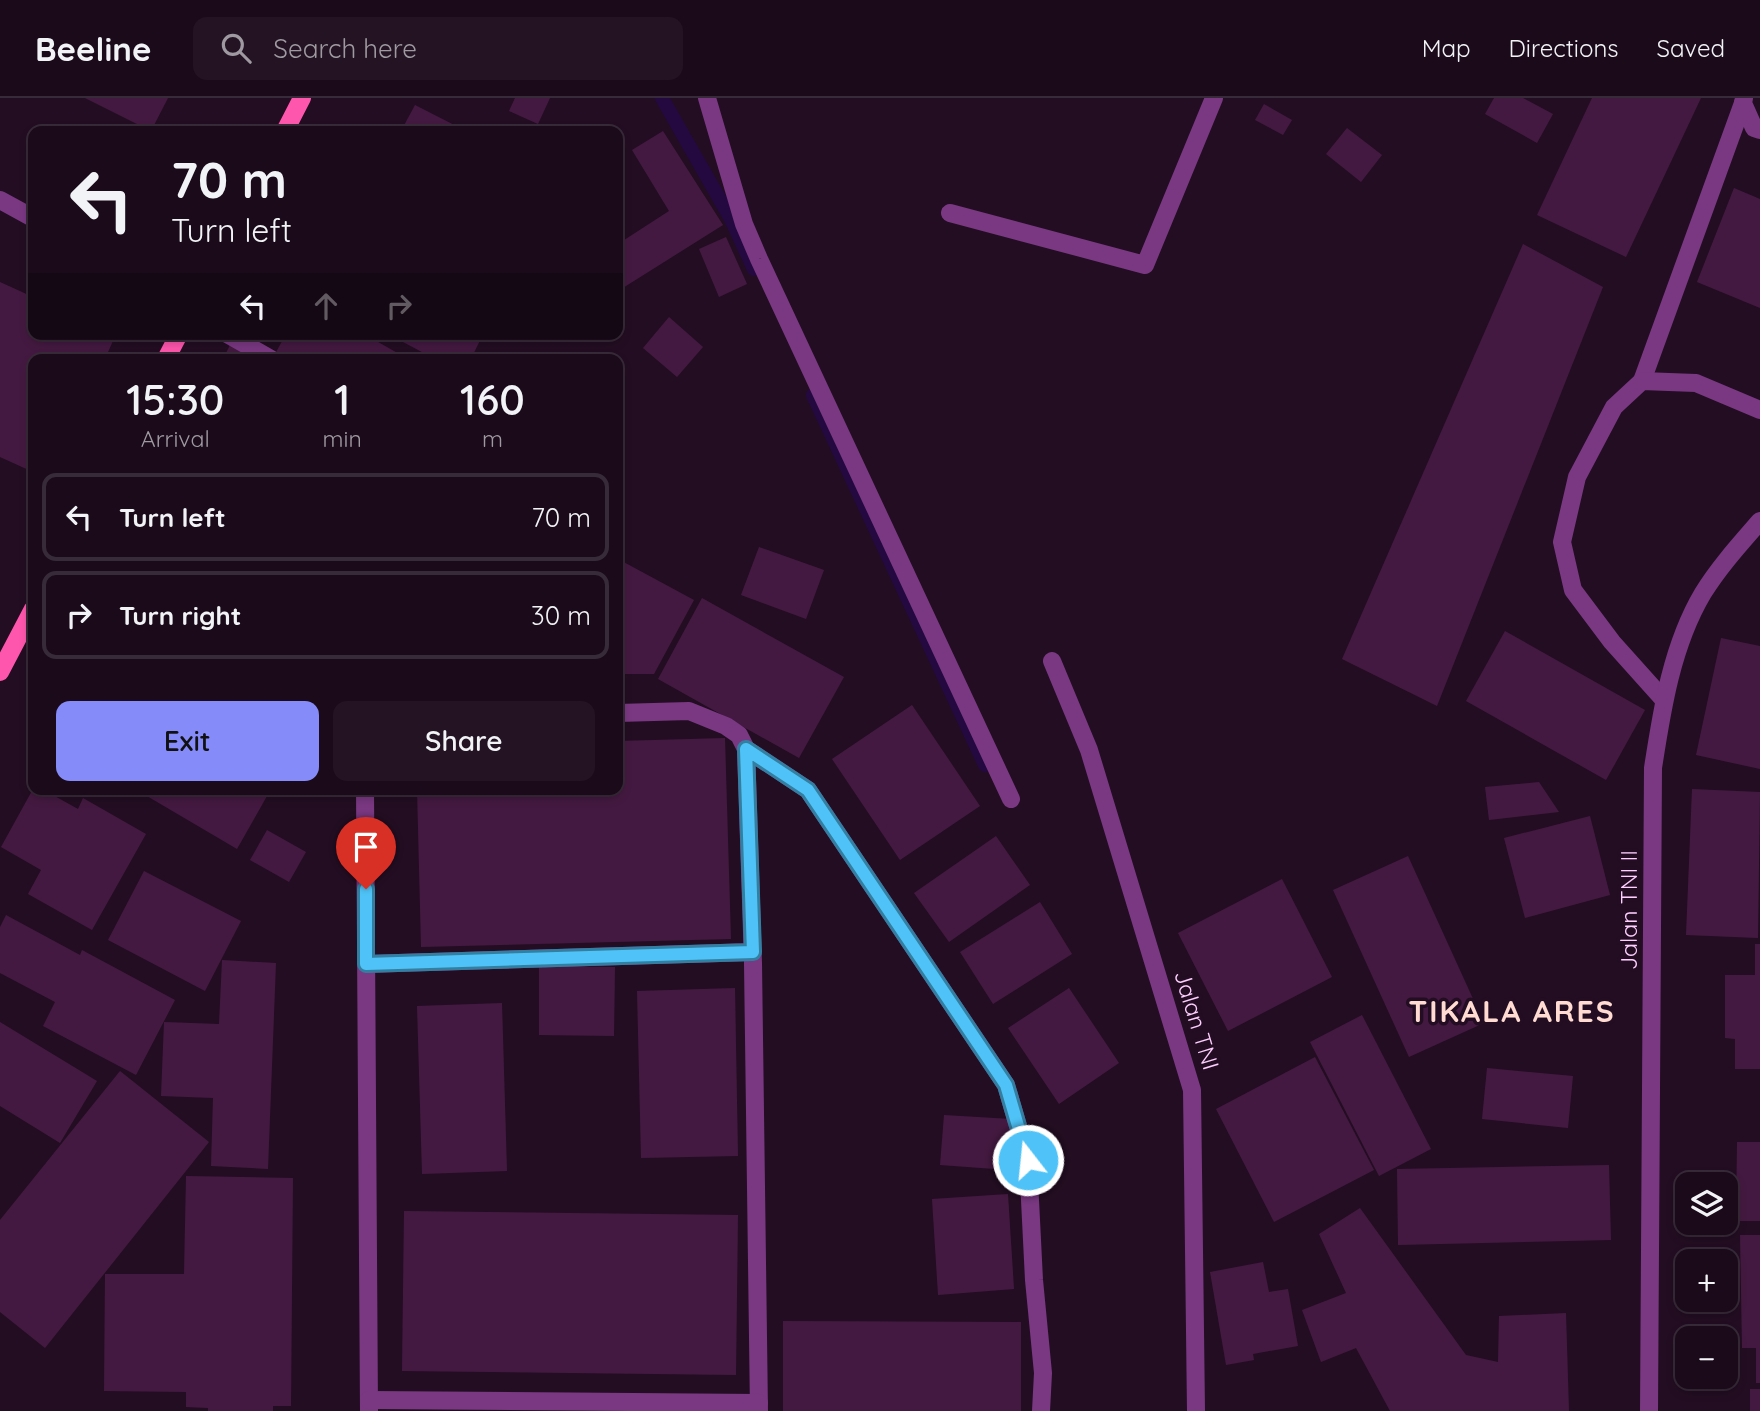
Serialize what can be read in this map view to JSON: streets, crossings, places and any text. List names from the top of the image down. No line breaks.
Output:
{"streets":{"street":["Jalan TNI II","Jalan TNI"]},"districts":["TIKALA ARES"],"page":{"header":"Beeline","search":"Search here","nav":["Map","Directions","Saved"],"turn":["70 m","Turn left"],"eta":["15:30","Arrival","1","min","160","m"],"list":[{"name":"Turn left","value":"70 m"},{"name":"Turn right","value":"30 m"}],"buttons":["Exit","Share"],"map_buttons":["+","−"]}}
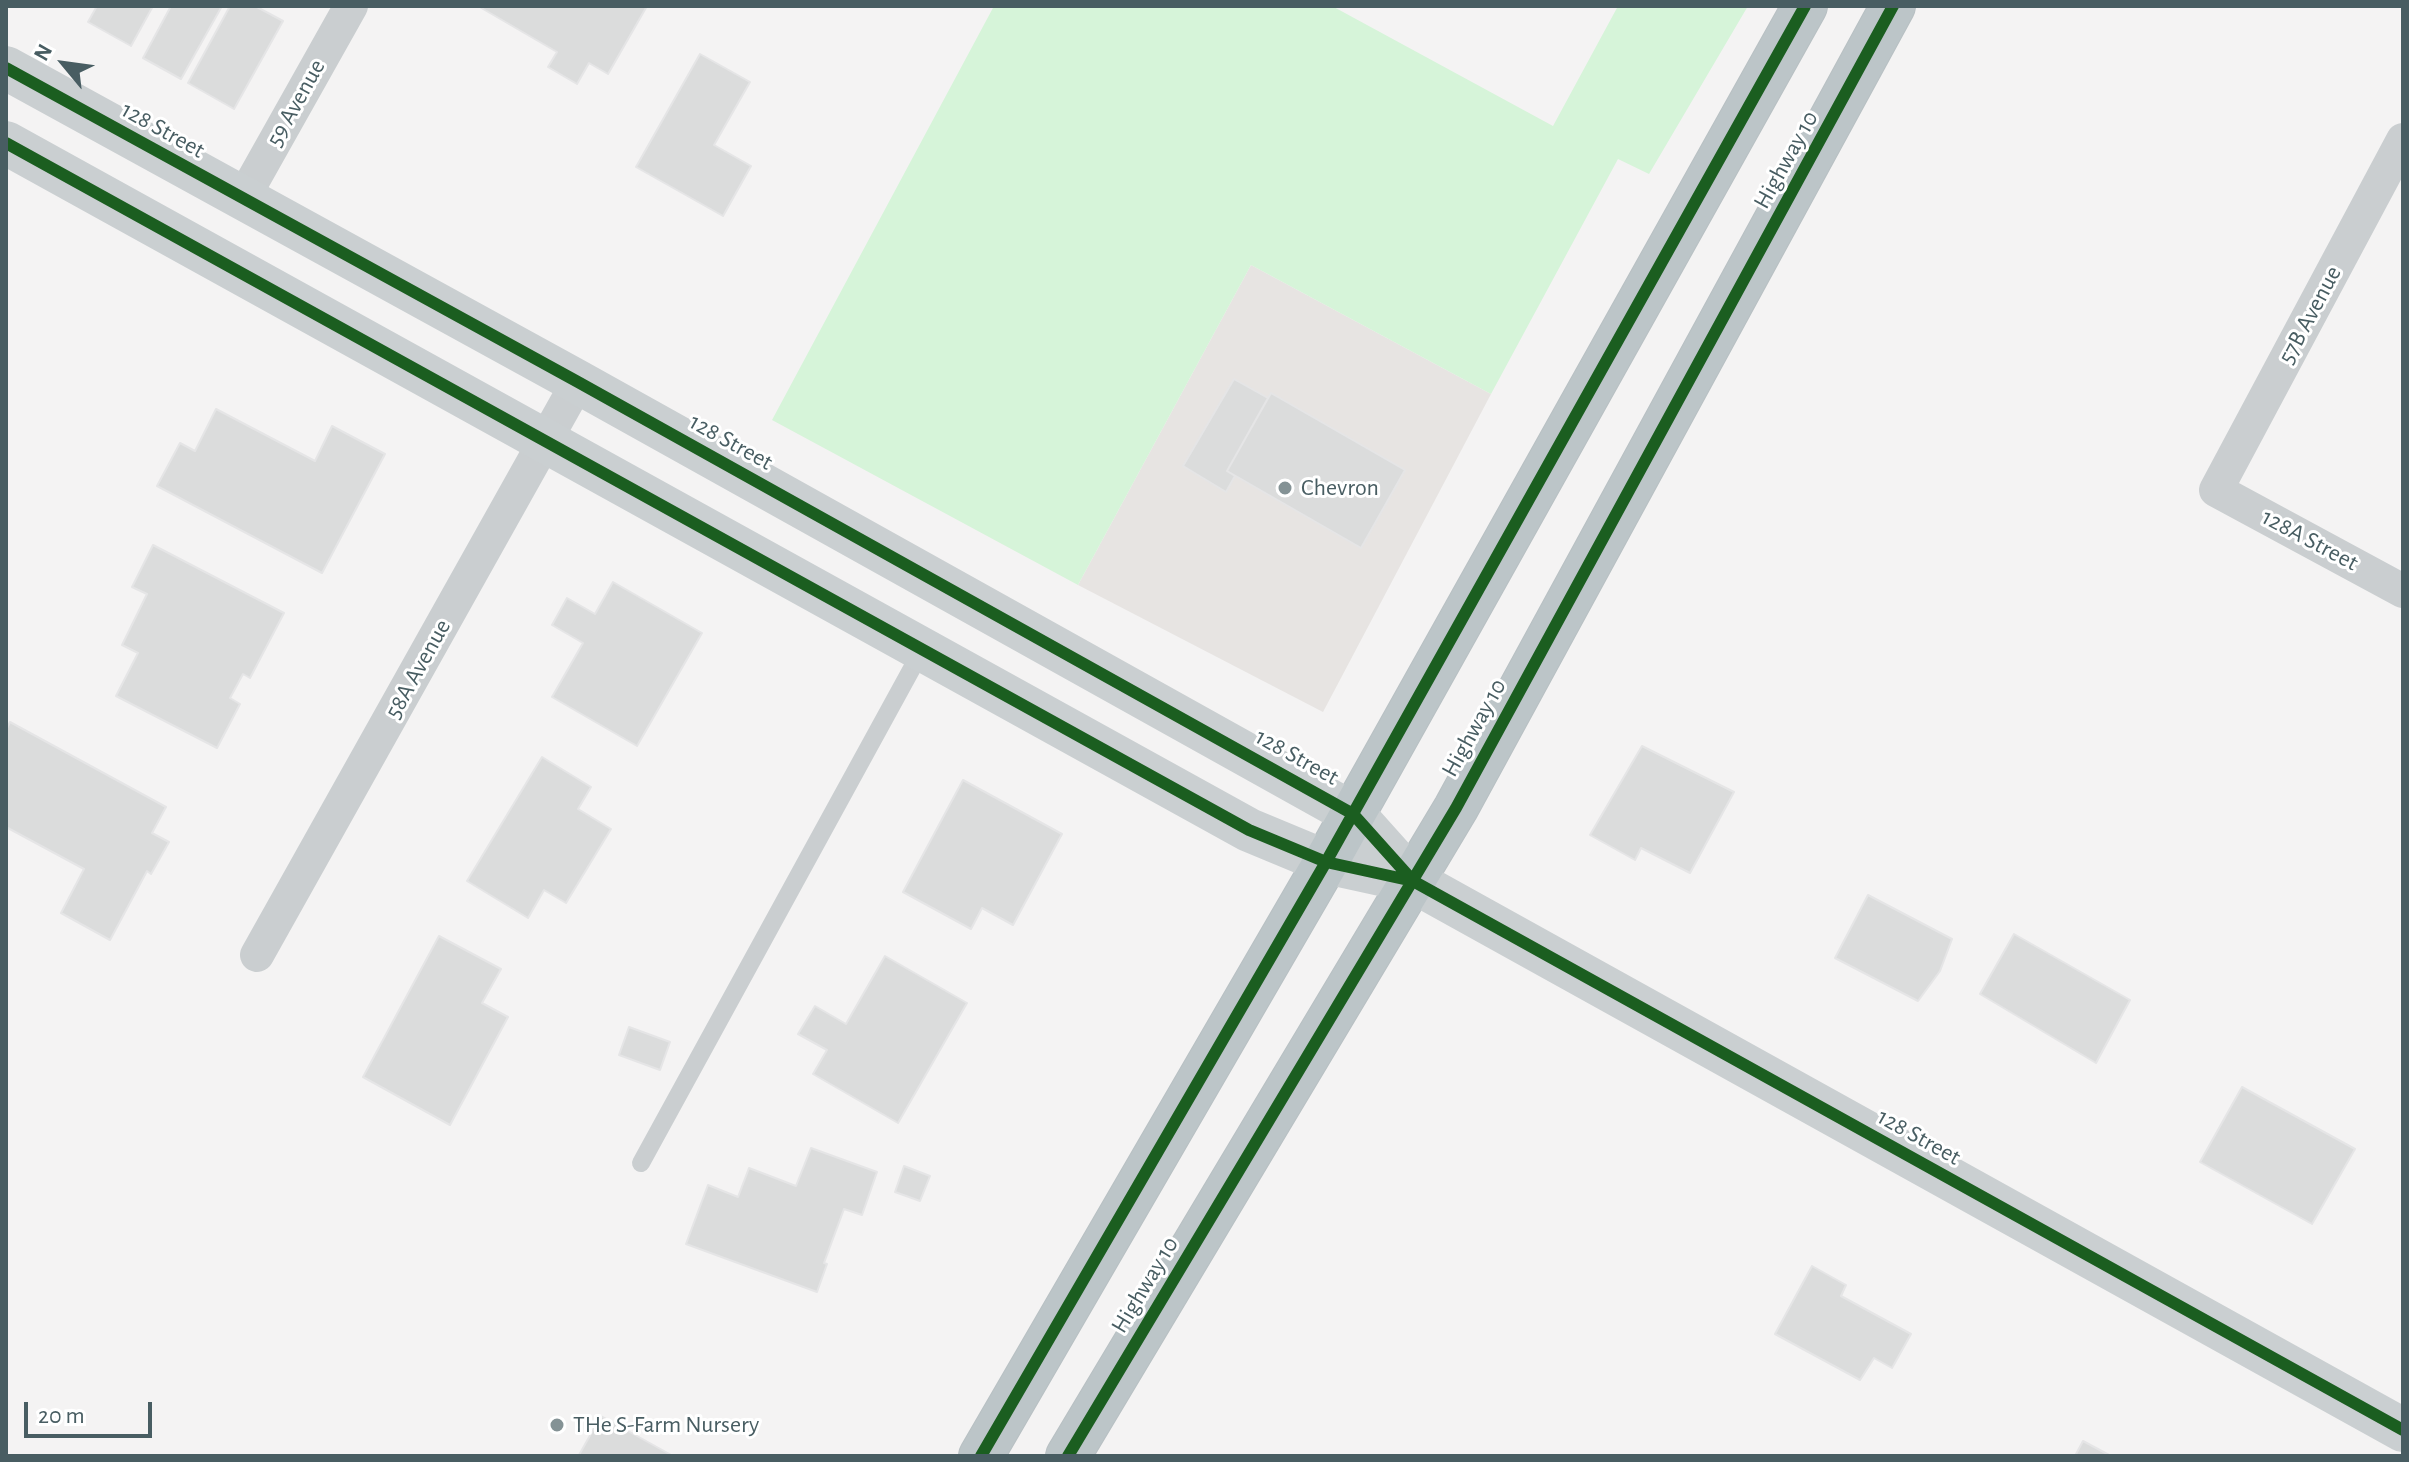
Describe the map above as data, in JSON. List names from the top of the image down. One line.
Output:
{"streets":{"highway":["Highway 10"],"main road":["128 Street"],"street":["59 Avenue","57B Avenue","128A Street","58A Avenue"]},"crossings":[["59 Avenue","128 Street"],["128 Street","Highway 10"],["128 Street","58A Avenue"],["57B Avenue","128A Street"]],"places":["Chevron","THe S-Farm Nursery"],"scale_bar":"20 m","north":"top left"}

▬▬▬▬▬▬

Exercise directions:
The records are to be returned word for word, without any of their pictures.

Output of the task:
Serialize what can be read in this map view to JSON: streets, crossings, places and any text. List names from the top of the image down. No line breaks.
Output:
{"streets":{"street":["Jalan TNI II","Jalan TNI"]},"districts":["TIKALA ARES"],"page":{"header":"Beeline","search":"Search here","nav":["Map","Directions","Saved"],"turn":["70 m","Turn left"],"eta":["15:30","Arrival","1","min","160","m"],"list":[{"name":"Turn left","value":"70 m"},{"name":"Turn right","value":"30 m"}],"buttons":["Exit","Share"],"map_buttons":["+","−"]}}
Describe the map above as data, in JSON. List names from the top of the image down. One line.
Output:
{"streets":{"highway":["Highway 10"],"main road":["128 Street"],"street":["59 Avenue","57B Avenue","128A Street","58A Avenue"]},"crossings":[["59 Avenue","128 Street"],["128 Street","Highway 10"],["128 Street","58A Avenue"],["57B Avenue","128A Street"]],"places":["Chevron","THe S-Farm Nursery"],"scale_bar":"20 m","north":"top left"}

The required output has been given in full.